Pembroke Faces Steep Budget Challenges for Fiscal Year 2026
Rising costs in pensions, healthcare, and insurance strain town finances
PEMBROKE, MA - September 25 - Pembroke officials are bracing for significant budget challenges in the upcoming fiscal year 2026, with rising costs in several key areas putting pressure on the town's finances.
Town Manager Bill Chenard presented a sobering financial outlook to the Select Board during their September 25 meeting, highlighting substantial increases in pension costs, healthcare expenses, and insurance premiums.
Pension costs are projected to rise by 11%, while healthcare costs are expected to increase by 8.5%. Insurance premiums are also set to climb by 6.5%.
"Anytime you go above two and a half percent on your expense side, you're eating into that allowable increase on your revenue side," Chenard explained to the board.
These increases pose a significant challenge for the town, which typically sees revenue growth of around 2.5% to 3.5% annually, including new growth.
Chenard warned that if development slows, as recent indicators suggest, revenue growth could be closer to the 2.5% mark. This scenario would leave little room for other budget priorities after accounting for the rising costs in major expense categories.
The Town Manager also noted that all but one of the town's collective bargaining agreements are up for negotiation at the end of the current fiscal year. This adds another layer of financial uncertainty as the town prepares for fiscal year 2026.
"All the unions are looking for big numbers," Chenard said, indicating that wage negotiations could further strain the budget.
On the school side, Superintendent Erin Obey is expected to begin contract negotiations with teachers' unions on October 1, potentially adding to the town's financial pressures.
Despite these challenges, Chenard emphasized the importance of maintaining the town's reserves. He cautioned against using reserve funds to balance the budget, noting the negative impact such a move could have on Pembroke's bond rating.

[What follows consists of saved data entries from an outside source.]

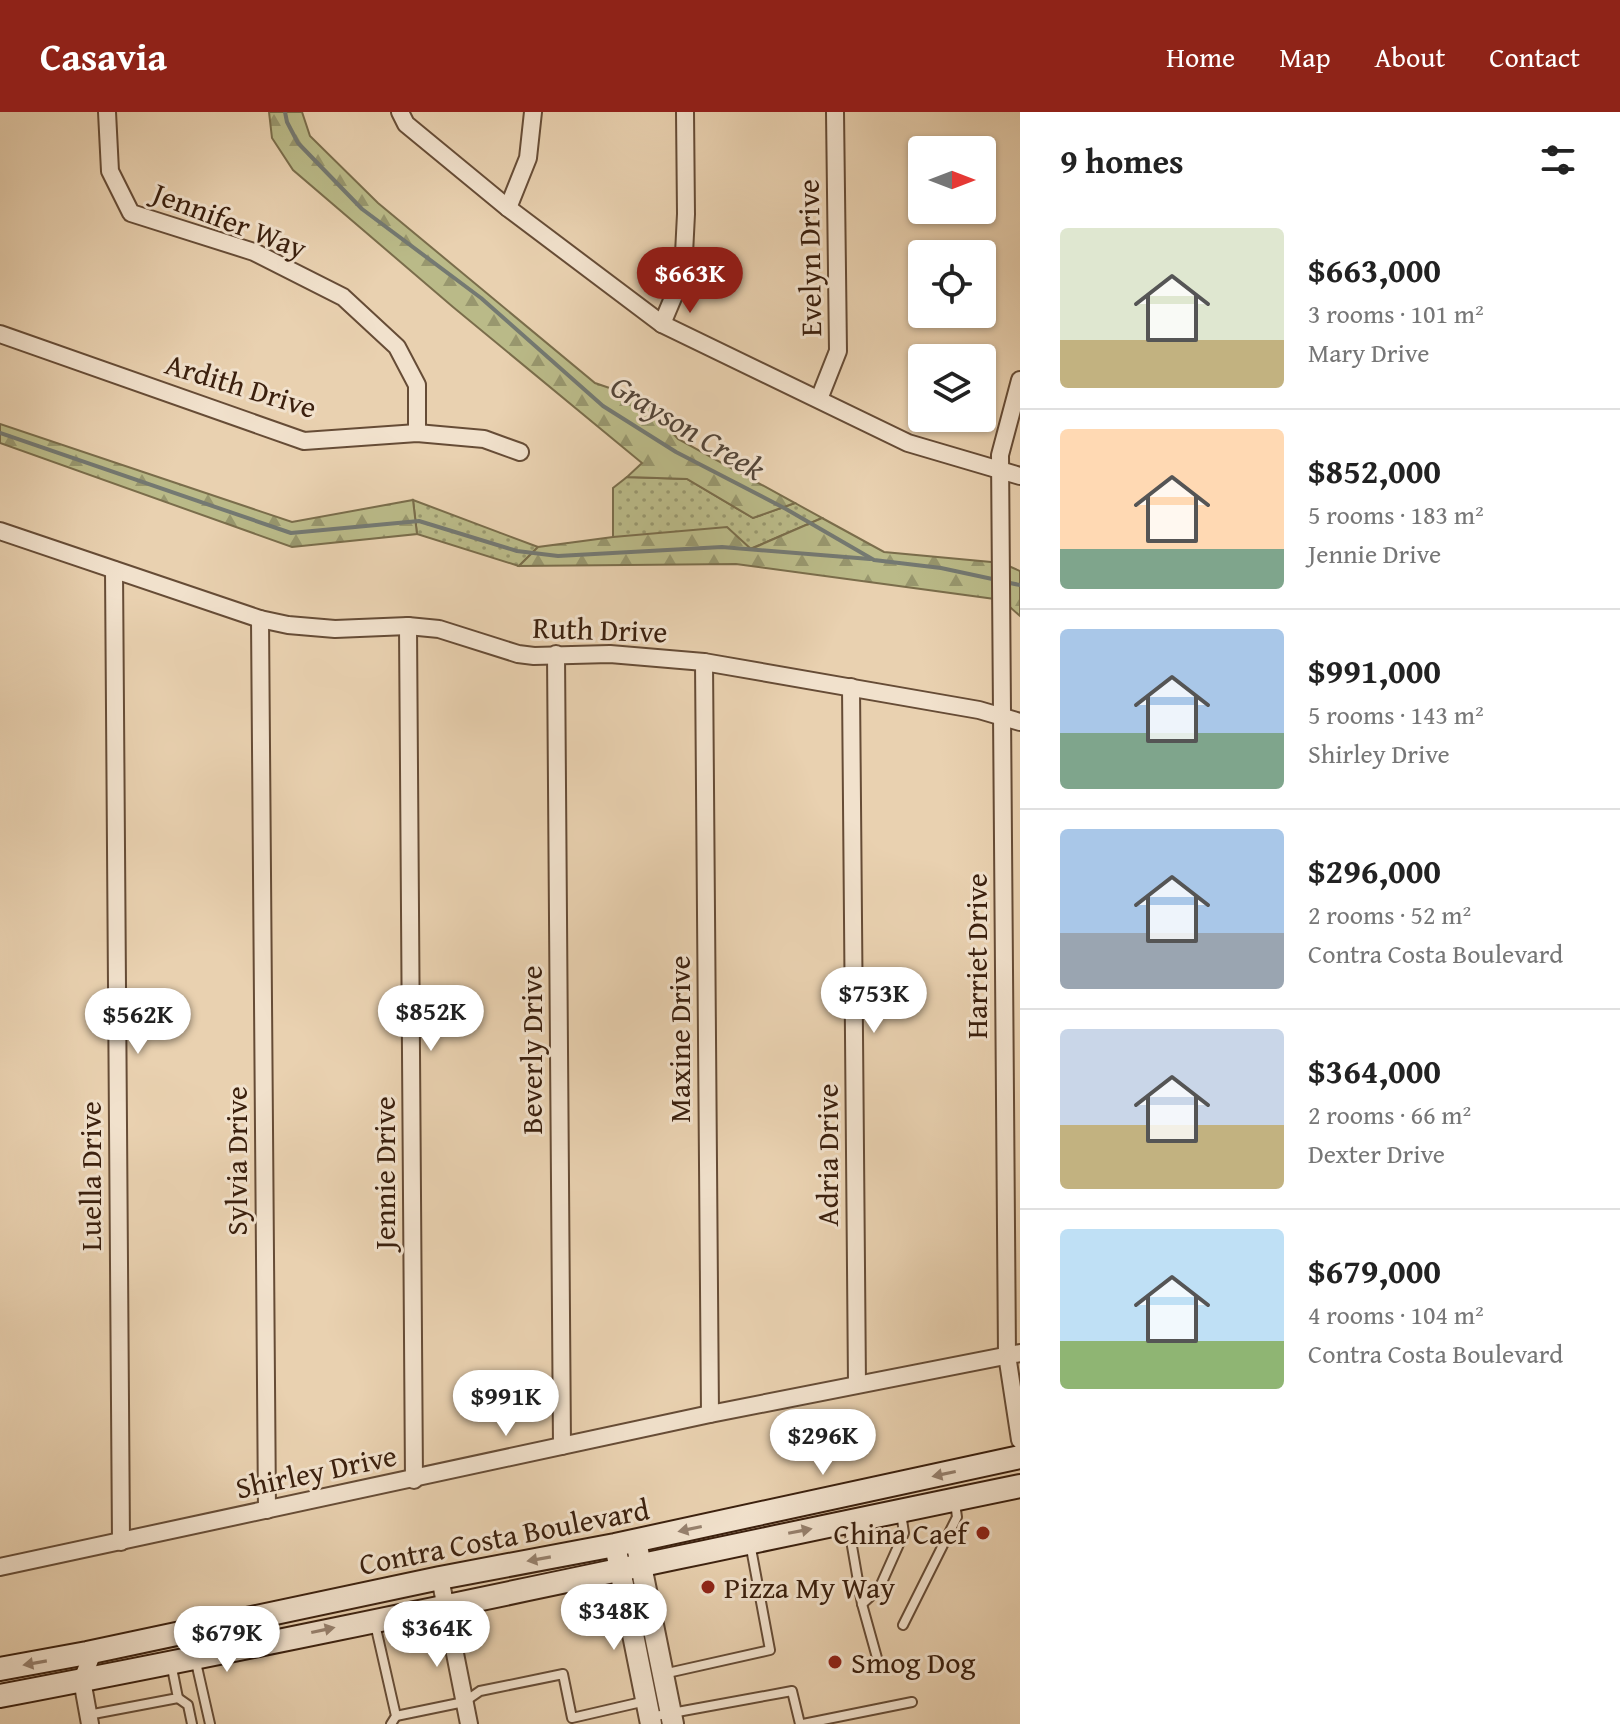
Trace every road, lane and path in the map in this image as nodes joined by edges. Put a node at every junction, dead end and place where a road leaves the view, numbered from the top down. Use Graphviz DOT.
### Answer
graph roads {
  1 [pos="107,112"];
  2 [pos="400,112"];
  3 [pos="533,112"];
  4 [pos="685,112"];
  5 [pos="835,112"];
  6 [pos="508,208"];
  7 [pos="662,324"];
  8 [pos="0,334"];
  9 [pos="1020,380"];
  10 [pos="819,399"];
  11 [pos="417,433"];
  12 [pos="520,452"];
  13 [pos="1000,470"];
  14 [pos="1020,476"];
  15 [pos="0,531"];
  16 [pos="114,570"];
  17 [pos="260,619"];
  18 [pos="408,626"];
  19 [pos="556,654"];
  20 [pos="704,662"];
  21 [pos="851,687"];
  22 [pos="1002,716"];
  23 [pos="1020,722"];
  24 [pos="1012,1015"];
  25 [pos="1012,1178"];
  26 [pos="1013,1354"];
  27 [pos="857,1384"];
  28 [pos="710,1414"];
  29 [pos="1020,1440"];
  30 [pos="562,1446"];
  31 [pos="1020,1457"];
  32 [pos="414,1480"];
  33 [pos="1019,1490"];
  34 [pos="955,1500"];
  35 [pos="267,1510"];
  36 [pos="901,1512"];
  37 [pos="848,1522"];
  38 [pos="750,1541"];
  39 [pos="121,1542"];
  40 [pos="626,1543"];
  41 [pos="0,1567"];
  42 [pos="642,1567"];
  43 [pos="620,1571"];
  44 [pos="440,1578"];
  45 [pos="862,1604"];
  46 [pos="445,1605"];
  47 [pos="374,1619"];
  48 [pos="903,1625"];
  49 [pos="93,1652"];
  50 [pos="195,1657"];
  51 [pos="171,1662"];
  52 [pos="879,1665"];
  53 [pos="0,1669"];
  54 [pos="662,1674"];
  55 [pos="82,1680"];
  56 [pos="0,1696"];
  57 [pos="178,1698"];
  58 [pos="464,1702"];
  59 [pos="912,1702"];
  60 [pos="649,1714"];
  61 [pos="672,1718"];
  62 [pos="89,1720"];
  63 [pos="394,1720"];
  64 [pos="192,1724"];
  65 [pos="210,1724"];
  66 [pos="469,1724"];
  67 [pos="801,1724"];
  1 -- 11 [label="street, Jennifer Way"];
  2 -- 6 [label="street"];
  3 -- 6 [label="street"];
  4 -- 7 [label="street"];
  5 -- 10 [label="street, Evelyn Drive"];
  6 -- 7 [label="street"];
  7 -- 10 [label="street"];
  8 -- 11 [label="street, Ardith Drive"];
  9 -- 13 [label="street, Harriet Drive"];
  10 -- 13 [label="street"];
  11 -- 12 [label="street, Ardith Drive"];
  13 -- 14 [label="street"];
  13 -- 22 [label="street, Harriet Drive"];
  15 -- 16 [label="street, Ruth Drive"];
  16 -- 17 [label="street, Ruth Drive"];
  16 -- 39 [label="street, Luella Drive"];
  17 -- 18 [label="street, Ruth Drive"];
  17 -- 35 [label="street, Sylvia Drive"];
  18 -- 19 [label="street, Ruth Drive"];
  18 -- 32 [label="street, Jennie Drive"];
  19 -- 20 [label="street, Ruth Drive"];
  19 -- 30 [label="street, Beverly Drive"];
  20 -- 21 [label="street, Ruth Drive"];
  20 -- 28 [label="street, Maxine Drive"];
  21 -- 22 [label="street, Ruth Drive"];
  21 -- 27 [label="street, Adria Drive"];
  22 -- 23 [label="street, Ruth Drive"];
  22 -- 24 [label="street, Harriet Drive"];
  24 -- 25 [label="street, Harriet Drive"];
  25 -- 26 [label="street, Harriet Drive"];
  26 -- 27 [label="street, Shirley Drive"];
  26 -- 29 [label="street, Harriet Drive"];
  27 -- 28 [label="street, Shirley Drive"];
  28 -- 30 [label="street, Shirley Drive"];
  30 -- 32 [label="street, Shirley Drive"];
  31 -- 40 [label="main road, Contra Costa Boulevard, one-way"];
  32 -- 35 [label="street, Shirley Drive"];
  33 -- 34 [label="main road, Contra Costa Boulevard"];
  34 -- 36 [label="main road, Contra Costa Boulevard"];
  34 -- 48 [label="lane"];
  35 -- 39 [label="street, Shirley Drive"];
  36 -- 37 [label="main road, Contra Costa Boulevard"];
  36 -- 45 [label="lane"];
  38 -- 37 [label="main road, Contra Costa Boulevard, one-way"];
  37 -- 45 [label="lane"];
  38 -- 42 [label="main road, Contra Costa Boulevard"];
  38 -- 54 [label="lane"];
  39 -- 41 [label="street, Shirley Drive"];
  40 -- 42 [label="street"];
  40 -- 43 [label="street"];
  40 -- 44 [label="main road, Contra Costa Boulevard, one-way"];
  42 -- 43 [label="main road, Contra Costa Boulevard"];
  42 -- 54 [label="street"];
  43 -- 46 [label="main road, Contra Costa Boulevard"];
  43 -- 60 [label="street"];
  44 -- 46 [label="street"];
  44 -- 49 [label="main road, Contra Costa Boulevard"];
  45 -- 52 [label="lane"];
  46 -- 47 [label="main road, Contra Costa Boulevard"];
  46 -- 58 [label="street"];
  50 -- 47 [label="main road, Contra Costa Boulevard, one-way"];
  47 -- 63 [label="lane"];
  49 -- 53 [label="main road, Contra Costa Boulevard, one-way"];
  49 -- 55 [label="street"];
  50 -- 51 [label="main road, Contra Costa Boulevard"];
  50 -- 65 [label="lane"];
  51 -- 55 [label="main road, Contra Costa Boulevard"];
  51 -- 57 [label="lane"];
  54 -- 61 [label="street"];
  55 -- 56 [label="main road, Contra Costa Boulevard"];
  55 -- 62 [label="street"];
  57 -- 62 [label="lane"];
  57 -- 64 [label="lane"];
  58 -- 60 [label="lane"];
  58 -- 63 [label="lane"];
  58 -- 66 [label="street"];
  59 -- 67 [label="lane"];
  60 -- 61 [label="lane"];
  61 -- 67 [label="lane"];
}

"There's going to be tremendous pressure to spend our reserves," Chenard said. "Just keep in mind what happens when you do spend our reserves. It is a huge hit on your bond rating."
The town manager stressed that rating agencies closely scrutinize reserve levels during bond rating calls. Pembroke has maintained a policy of preserving its reserves, a practice Chenard urged the board to continue.
In addition to these major cost increases, Chenard highlighted other budget pressures. Several staff positions are significantly below comparable salaries in other communities, necessitating adjustments.
The fiscal year 2024 closeout provided some positive news, with revenue exceeding estimates by $1.8 million and expenses coming in $1.2 million under budget. However, Chenard noted some concerning trends.
Planning Board, Conservation Commission, and Zoning Board of Appeals all missed their revenue estimates, potentially signaling a slowdown in development. This could impact future new growth figures, a key component of the town's annual revenue increase.
As the town begins its budget process for fiscal year 2026, department heads will start discussions with the Town Manager's office next week. Chenard plans to present strategies for bargaining with the unions to the Select Board in an upcoming executive session.
With negotiations looming and cost pressures mounting, the town will need to navigate carefully to maintain its financial stability and preserve its strong bond rating in the coming fiscal year.